According to outgoing Democratic Senate Minority Leader Harry Reid, it was FBI Director James Comey who cost Clinton the election. “Had he not written that letter a week or so before the election, she would have won,” Reid said. “That letter,” of course, refers to a dispatch informing Congress that the FBI had new information indicating the possibility Clinton’s secret server might have been compromised.
Liberal blogs tell us that America’s latent prejudices were responsible for the Democratic Party’s defenestration at virtually all levels of government. “Some form of conscious or unconscious sexism must have played some role in why she was seen as the less trustworthy candidate when practically every word out of her opponent’s mouth was a lie,” opined The Daily Beast’s Jonathan Alter.
Clinton allies have blamed her loss on Russian intervention in the American election, third party candidates, “voter suppression,” Bill Clinton, and, most recently, a typo in an internal campaign email. All of these explanations are unsatisfying because they are insufficient. None of them fully explains why Clinton so undershot her polling in places like Wisconsin, Pennsylvania, and Michigan. A Politico exposé examining the Clinton campaign’s strategic failures in Michigan goes a long way toward explaining what really went so wrong.
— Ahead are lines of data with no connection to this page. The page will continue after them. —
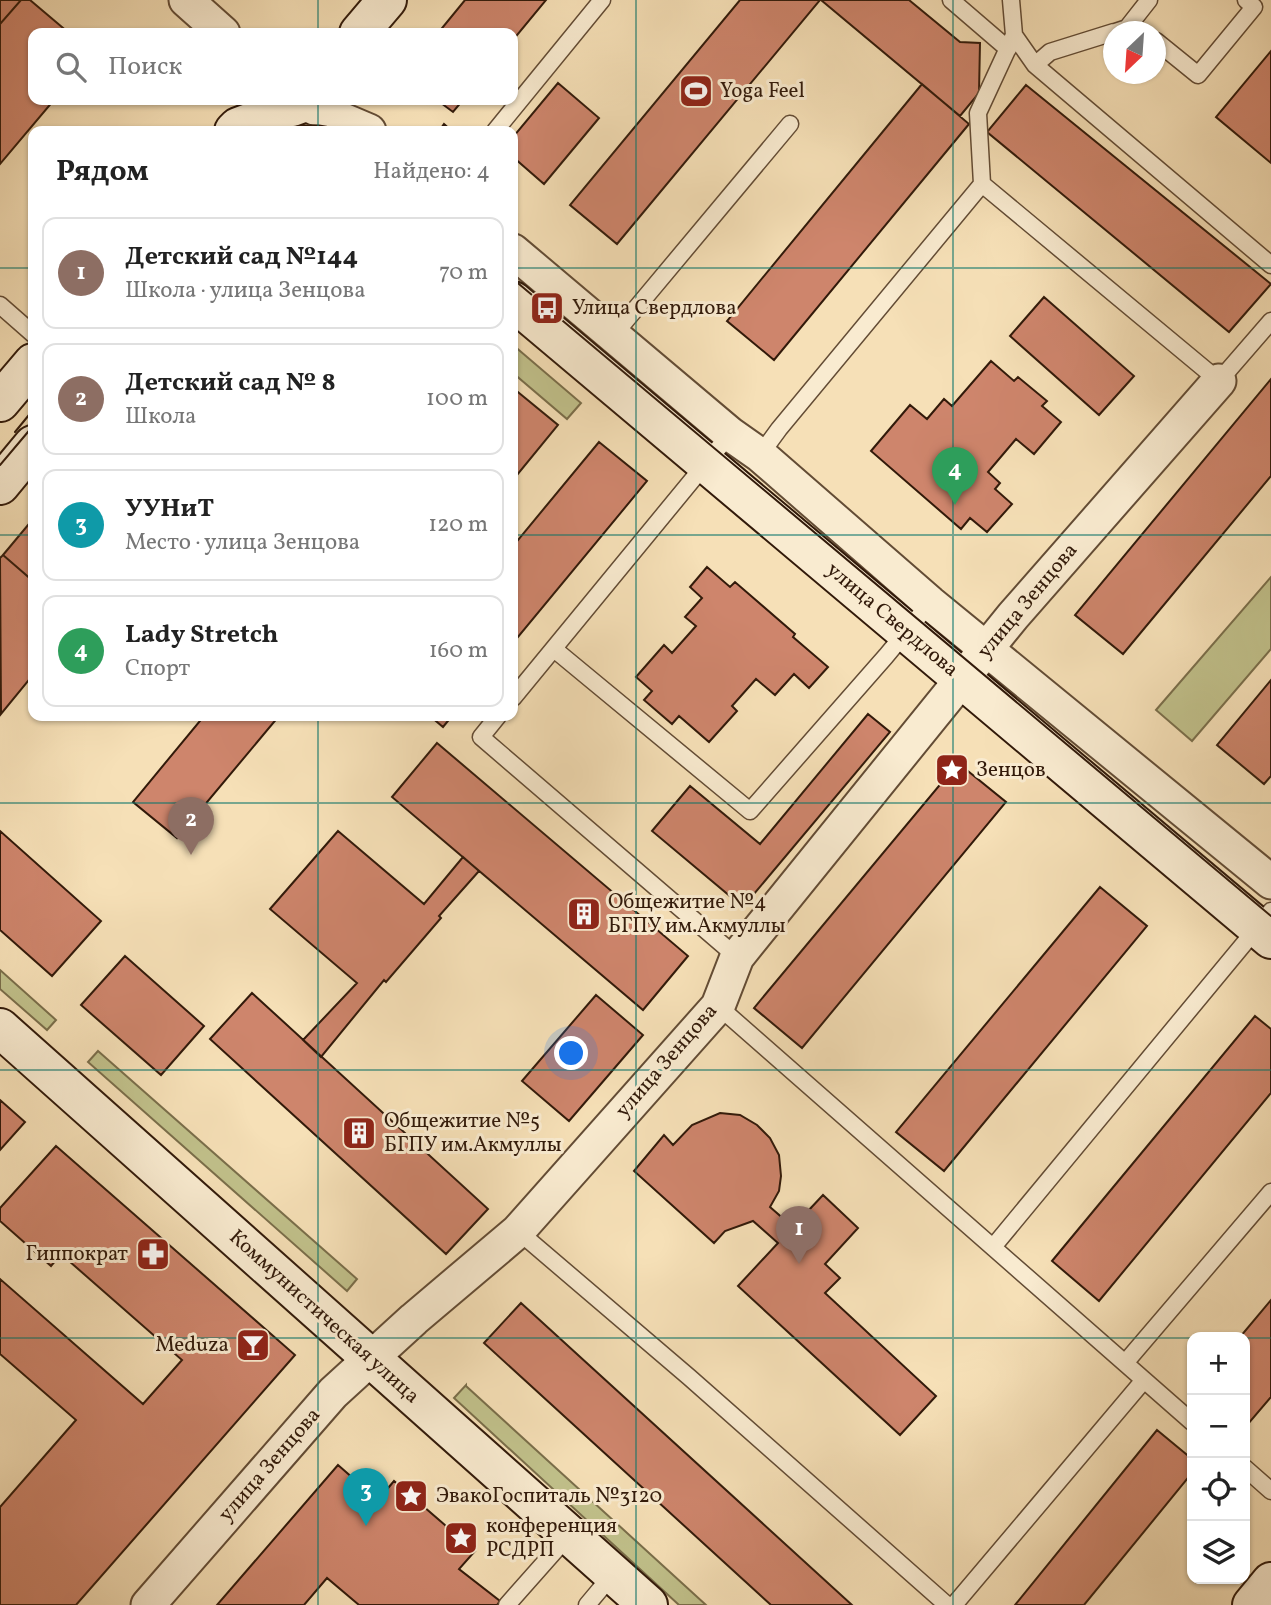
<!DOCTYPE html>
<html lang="ru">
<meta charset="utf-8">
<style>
:root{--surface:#fff;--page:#f2f2f2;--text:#222;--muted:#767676;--line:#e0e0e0;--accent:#8f2418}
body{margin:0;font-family:Vollkorn,serif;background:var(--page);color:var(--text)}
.controls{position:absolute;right:21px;bottom:21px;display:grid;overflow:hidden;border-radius:14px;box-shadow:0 2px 5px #0004}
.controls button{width:63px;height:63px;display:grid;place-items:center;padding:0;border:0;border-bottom:2px solid var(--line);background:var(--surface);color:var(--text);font:35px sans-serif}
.compass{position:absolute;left:1103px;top:21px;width:63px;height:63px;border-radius:50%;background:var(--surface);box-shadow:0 2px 5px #0004;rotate:205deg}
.you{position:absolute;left:572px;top:1054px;width:24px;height:24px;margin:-18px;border:5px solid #fff;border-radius:50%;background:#1a73e8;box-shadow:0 0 0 10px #1a73e833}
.badge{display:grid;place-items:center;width:46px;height:46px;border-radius:50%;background:var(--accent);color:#fff;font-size:23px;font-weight:700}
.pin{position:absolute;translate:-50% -58px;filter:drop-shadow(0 2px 4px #0008)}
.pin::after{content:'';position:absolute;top:37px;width:24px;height:21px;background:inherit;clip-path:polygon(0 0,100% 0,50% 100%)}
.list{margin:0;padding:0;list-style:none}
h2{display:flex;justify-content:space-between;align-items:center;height:91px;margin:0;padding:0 28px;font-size:30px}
h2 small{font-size:23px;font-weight:400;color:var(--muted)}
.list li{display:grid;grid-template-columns:46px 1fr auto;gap:21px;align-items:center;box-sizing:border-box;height:112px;margin:0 14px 14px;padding:0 14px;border:2px solid var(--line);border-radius:14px}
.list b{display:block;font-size:26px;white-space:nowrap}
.list p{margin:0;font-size:23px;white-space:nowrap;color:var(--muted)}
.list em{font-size:23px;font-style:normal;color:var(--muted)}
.icon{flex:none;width:38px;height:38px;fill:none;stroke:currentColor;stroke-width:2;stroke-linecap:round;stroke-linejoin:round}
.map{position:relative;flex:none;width:1271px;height:1605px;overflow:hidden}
.search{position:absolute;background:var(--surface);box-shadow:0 2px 5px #0004;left:28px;top:28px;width:490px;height:77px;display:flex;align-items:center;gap:18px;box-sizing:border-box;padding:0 24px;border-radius:14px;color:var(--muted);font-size:26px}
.panel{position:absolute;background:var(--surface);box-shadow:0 2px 5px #0004;left:28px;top:126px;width:490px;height:595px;border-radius:14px}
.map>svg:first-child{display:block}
.green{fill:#c1c18b;stroke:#7a6e4a;stroke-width:2}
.building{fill:#ce856c;stroke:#321a0a;stroke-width:2}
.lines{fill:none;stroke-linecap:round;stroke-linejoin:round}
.lane-casing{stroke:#634c35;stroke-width:19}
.street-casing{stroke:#634c35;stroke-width:37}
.secondary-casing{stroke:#321a0a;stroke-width:42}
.lane{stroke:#f9ebd0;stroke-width:16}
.street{stroke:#f9ebd0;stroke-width:33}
.secondary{stroke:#f9ebd0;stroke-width:38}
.tram{stroke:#321a0a;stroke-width:2}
.grid{fill:none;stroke:#0f766e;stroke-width:2;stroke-opacity:0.55}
.labels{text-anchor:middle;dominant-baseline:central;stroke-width:6;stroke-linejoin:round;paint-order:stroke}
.poi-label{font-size:21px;fill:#321a0a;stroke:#f9ebd0;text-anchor:start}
.street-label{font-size:21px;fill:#321a0a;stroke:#f9ebd0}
</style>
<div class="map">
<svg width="1271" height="1605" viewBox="0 0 1271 1605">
<rect width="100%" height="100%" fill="#f6e0b7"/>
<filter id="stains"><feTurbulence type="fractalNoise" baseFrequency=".00286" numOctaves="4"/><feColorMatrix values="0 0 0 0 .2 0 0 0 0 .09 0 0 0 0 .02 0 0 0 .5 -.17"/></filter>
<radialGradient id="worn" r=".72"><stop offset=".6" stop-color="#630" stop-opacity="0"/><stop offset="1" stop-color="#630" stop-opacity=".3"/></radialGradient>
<path class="green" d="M513,345L581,403L567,419L513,373Z
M1271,577V649L1192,741L1156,710Z
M0,970L56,1020L47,1030L0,989Z
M98,1051L357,1279L347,1291L88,1062Z
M466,1385V1386L706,1605H679L454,1398Z"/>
<path class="building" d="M0,0H21L0,24Z
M21,0H30L69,33H33V100H54L0,164V24Z
M465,0H546L513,40V33H438Z
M740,0H820L617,244L570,205Z
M821,0H909L960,42L980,43L979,93L960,116Z
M1271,51V163L1216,117Z
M558,83L599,118L544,184L513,157V137Z
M922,84L969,124L774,360L727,321Z
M1026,85L1271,284L1229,332L987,132Z
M437,100H463L453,112Z
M444,124L452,131H439Z
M1044,297L1134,376L1099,415L1010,336Z
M991,361L1014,381L1018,377L1047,401L1042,406L1061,422L1034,454L1016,439L988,472L1000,483L995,489L1012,504L987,532L970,518L961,529L871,451L910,405L927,419L944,399L952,406Z
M1271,379V476L1123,654L1075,615Z
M513,388L558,425L517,475L513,471Z
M599,442L647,481L513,643V546Z
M33,519V581L3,555Z
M3,555L33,581V675L1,714L0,558Z
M707,567L730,587L735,582L795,634L793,637L828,667L809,688L794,674L775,695L756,679L732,706L737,711L709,742L679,716L672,724L644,700L652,691L636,677L664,645L672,653L696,626L685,617L702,598L690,587Z
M1271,680V776L1264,784L1217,745Z
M868,714L890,732L743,907L652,831L690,786L760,844Z
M204,716H279L177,838L133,802Z
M430,716H452L443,727Z
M437,743L688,956L643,1010L392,797Z
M958,763L1006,802L802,1048L754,1008Z
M0,831L101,921L52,976L0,930Z
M338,831L424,904L463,857L479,871L439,916L441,918L386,982L384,980L321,1057L303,1040L357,983L270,909Z
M1100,887L1147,926L944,1171L896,1132Z
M125,956L204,1026L161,1075L81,1005Z
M252,993L488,1209L446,1254L210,1039Z
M596,995L643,1035L569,1121L522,1081Z
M1255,1016L1271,1029V1093L1099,1301L1052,1261Z
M0,1100L25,1122L0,1150Z
M720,1113L740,1115L757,1125L770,1138L779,1155L781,1176L779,1191L770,1207L793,1227L823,1195L858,1228L825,1264L840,1278L825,1293L936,1396L900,1435L738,1286L778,1243L753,1221L725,1231L714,1243L634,1171L664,1135L673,1145L692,1125Z
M56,1146L295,1355L76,1605H0V1507L76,1420L0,1354V1279L143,1404L182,1360L61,1254L51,1266L0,1221V1208Z
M1271,1300V1397L1248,1424L1245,1422V1337H1240Z
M521,1303L852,1605H771L484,1343Z
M1157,1430L1192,1459V1473L1084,1605H1015Z
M338,1465L378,1500L394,1481L475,1551L459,1569L500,1601L497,1605H359L327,1578L304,1605H217Z"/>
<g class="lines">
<g class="lane-casing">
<path id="lane" d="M951,0L1008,49
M1011,0L1014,35L1035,65L1271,265
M1115,32L1127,28L1149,0
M1156,41L1198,75L1254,7L1246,0
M1035,65L1050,52L1114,32
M495,131L602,0
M982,184L978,113L1014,35
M0,305L33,334
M612,337L790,124
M760,455L779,429L982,184L1219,381L1271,321
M554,649L750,811L886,656L930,603
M513,698L730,434
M498,716L481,737L737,957
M718,1006L1192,1422
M518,1231L689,1377L947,1605
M993,1247L1271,911
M1125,1363L1271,1192
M1245,1468L1271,1491
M507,1605L569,1535
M587,1605L613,1574
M954,1605L1144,1380"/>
</g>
<g class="street-casing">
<path id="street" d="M186,0L223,33
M299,100L303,103L369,131
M513,251L730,434L760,455L930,603L1271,882
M148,1605L333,1393L414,1319L518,1231L718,1006L737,957L1013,616L1219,381"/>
</g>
<g class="secondary-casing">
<path id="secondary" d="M359,33L387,0
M234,131L238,127L303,103
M513,301L1271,939
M0,402L33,363
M0,485L33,445
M0,1028L648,1605
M1252,1605L1271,1582"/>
</g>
<use href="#lane" class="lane"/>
<use href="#street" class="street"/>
<use href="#secondary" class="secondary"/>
<path class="tram" d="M282,131C294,124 325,123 337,131
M513,279L1271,916
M15,432L33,410
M0,465L33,426"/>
</g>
<path class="grid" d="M318,0V33M636,0V1605M953,0V1605M318,100V131M0,268H33M513,268H1271M0,535H33M513,535H1271M318,716V1605M0,803H1271M0,1070H1271M0,1338H1192M1245,1338H1271"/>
<defs>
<g id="stadium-square" transform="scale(1.75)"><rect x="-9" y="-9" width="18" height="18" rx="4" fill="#8f2418" stroke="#f9ebd0"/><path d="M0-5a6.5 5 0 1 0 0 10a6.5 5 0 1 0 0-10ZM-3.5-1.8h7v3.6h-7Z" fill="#fff"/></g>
<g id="bus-square" transform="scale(1.75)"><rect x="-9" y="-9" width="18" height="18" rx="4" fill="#8f2418" stroke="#f9ebd0"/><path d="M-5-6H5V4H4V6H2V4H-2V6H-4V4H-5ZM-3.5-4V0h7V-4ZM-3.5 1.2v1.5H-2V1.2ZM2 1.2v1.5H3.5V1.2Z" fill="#fff"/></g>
<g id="sight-square" transform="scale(1.75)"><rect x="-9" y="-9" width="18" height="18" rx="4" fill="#8f2418" stroke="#f9ebd0"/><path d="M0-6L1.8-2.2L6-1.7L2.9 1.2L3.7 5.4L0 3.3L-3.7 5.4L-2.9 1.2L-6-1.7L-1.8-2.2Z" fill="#fff"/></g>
<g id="building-square" transform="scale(1.75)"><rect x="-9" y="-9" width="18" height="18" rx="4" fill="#8f2418" stroke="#f9ebd0"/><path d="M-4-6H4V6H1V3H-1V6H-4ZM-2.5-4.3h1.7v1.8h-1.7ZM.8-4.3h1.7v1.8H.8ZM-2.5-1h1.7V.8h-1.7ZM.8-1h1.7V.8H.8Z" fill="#fff"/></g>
<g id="pharmacy-square" transform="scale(1.75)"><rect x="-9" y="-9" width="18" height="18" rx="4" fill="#8f2418" stroke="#f9ebd0"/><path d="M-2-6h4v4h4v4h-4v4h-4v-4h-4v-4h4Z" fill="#fff"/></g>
<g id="bar-square" transform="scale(1.75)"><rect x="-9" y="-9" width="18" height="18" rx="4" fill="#8f2418" stroke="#f9ebd0"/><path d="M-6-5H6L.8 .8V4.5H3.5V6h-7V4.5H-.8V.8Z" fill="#fff"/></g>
</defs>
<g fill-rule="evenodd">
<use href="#stadium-square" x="696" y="91"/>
<use href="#bus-square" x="547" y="308"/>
<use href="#sight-square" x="952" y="770"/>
<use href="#building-square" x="584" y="914"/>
<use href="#building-square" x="359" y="1133"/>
<use href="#pharmacy-square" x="153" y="1254"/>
<use href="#bar-square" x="253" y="1345"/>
<use href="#sight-square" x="411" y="1496"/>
<use href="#sight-square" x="461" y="1538"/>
</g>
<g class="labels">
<g class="poi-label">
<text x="720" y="91">Yoga Feel</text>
<text x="572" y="308">Улица Свердлова</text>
<text x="976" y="770">Зенцов</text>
<text x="608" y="902">Общежитие №4<tspan x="608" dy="24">БГПУ им.Акмуллы</tspan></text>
<text x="384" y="1121">Общежитие №5<tspan x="384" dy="24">БГПУ им.Акмуллы</tspan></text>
<text x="128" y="1254" text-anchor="end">Гиппократ</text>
<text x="229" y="1345" text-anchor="end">Meduza</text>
<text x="436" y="1496">ЭвакоГоспиталь №3120</text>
<text x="486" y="1526">конференция<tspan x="486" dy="24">РСДРП</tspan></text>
</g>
<g class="street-label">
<text transform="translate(1028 601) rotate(-50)">улица Зенцова</text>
<text transform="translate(892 620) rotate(40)">улица Свердлова</text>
<text transform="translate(667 1061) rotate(-49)">улица Зенцова</text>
<text transform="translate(324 1317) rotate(42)">Коммунистическая улица</text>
<text transform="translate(270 1465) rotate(-49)">улица Зенцова</text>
</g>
</g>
<rect width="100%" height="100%" filter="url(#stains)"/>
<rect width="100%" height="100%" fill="url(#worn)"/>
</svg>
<div class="controls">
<button>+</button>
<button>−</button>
<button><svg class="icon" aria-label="locate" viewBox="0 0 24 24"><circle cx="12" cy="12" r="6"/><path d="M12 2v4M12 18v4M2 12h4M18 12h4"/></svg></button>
<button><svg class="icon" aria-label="layers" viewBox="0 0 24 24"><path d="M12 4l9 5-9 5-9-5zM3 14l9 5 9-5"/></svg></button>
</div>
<svg class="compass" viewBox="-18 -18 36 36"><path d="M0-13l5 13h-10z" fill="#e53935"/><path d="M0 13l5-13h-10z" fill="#767676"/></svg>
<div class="you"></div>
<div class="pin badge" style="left:799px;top:1264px;background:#8d6e63">1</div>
<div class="pin badge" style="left:191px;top:855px;background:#8d6e63">2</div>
<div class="pin badge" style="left:366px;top:1526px;background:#0f9aa8">3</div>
<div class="pin badge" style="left:955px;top:505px;background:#2e9e5b">4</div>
<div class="search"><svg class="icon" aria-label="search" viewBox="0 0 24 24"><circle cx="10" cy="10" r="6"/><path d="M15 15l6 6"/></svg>Поиск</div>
<section class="panel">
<h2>Рядом<small>Найдено: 4</small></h2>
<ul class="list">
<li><span class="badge" style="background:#8d6e63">1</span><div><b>Детский сад №144</b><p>Школа · улица Зенцова</p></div><em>70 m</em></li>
<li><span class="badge" style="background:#8d6e63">2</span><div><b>Детский сад № 8</b><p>Школа</p></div><em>100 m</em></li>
<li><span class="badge" style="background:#0f9aa8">3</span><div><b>УУНиТ</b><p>Место · улица Зенцова</p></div><em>120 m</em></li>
<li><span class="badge" style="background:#2e9e5b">4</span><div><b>Lady Stretch</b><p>Спорт</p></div><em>160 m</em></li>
</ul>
</section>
</div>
The piece demonstrates how the Clinton campaign overthought its strategy. They refused to allow union organizers to campaign in Michigan, preferring instead to keep them parked in Iowa to “fool” the Trump campaign into thinking the Hawkeye State was competitive. In so doing, Clinton’s campaign team ignored desperate pleas for support from Michigan organizers who knew Clinton support in their state was softer than Democratic models suggested.
The story details how Clinton supporters appeared at local offices asking to help canvas for the Democrat or put up yard signs, only to be rebuffed. Door-knockers were not provided with standard devices to log their interactions with voters. Portfolios indicating rising support for Trump among white male union members were discarded. DNC funds marked for late-stage advertising purchases to shore up the urban minority vote were “dumped” in cities like Chicago and New Orleans where they would have no effect on the electoral outcome.
“It was arrogance,” a “battleground state operative” told the Huffington Post’s Sam Stein, “arrogance that they were going to win. That this was all wrapped up.” The Clinton campaign was similarly dismissive of the cries for assistance coming from their allies in Wisconsin (a state she declined to visit even once in the campaign). Clinton’s Brooklyn-based headquarters reportedly balked at a request for $1 million to fund a get-out-the-vote effort, arguing that local labor organizations had the state covered. Another operative told Stein that Pennsylvania was similarly mismanaged, not because the Clinton team did not have a large footprint there but because they were targeting Democrats and not swing or first-time voters.
“This was a perfectly logical strategic decision, considering the massive voter registration advantage that Democrats enjoy in the state,” Stein wrote. “But it meant that the Clinton campaign wasn’t able to anticipate the surge in Trump support in the rural areas because they weren’t having conversations with voters there.”
Clinton’s loss can be attributed to many factors. No one explanation for her failure is sufficient. But Democrats engaged in a self-serving exercise to transfer blame from their own failures cannot escape criticism for long. Eventually, Democrats will tire of blaming everyone but Clinton and her team for losing to someone even more unpopular than she. The anecdotes of betrayal and foreign intervention will fade into history, and all that will be left in the minds of most Americans will be a bad candidate and her bad campaign.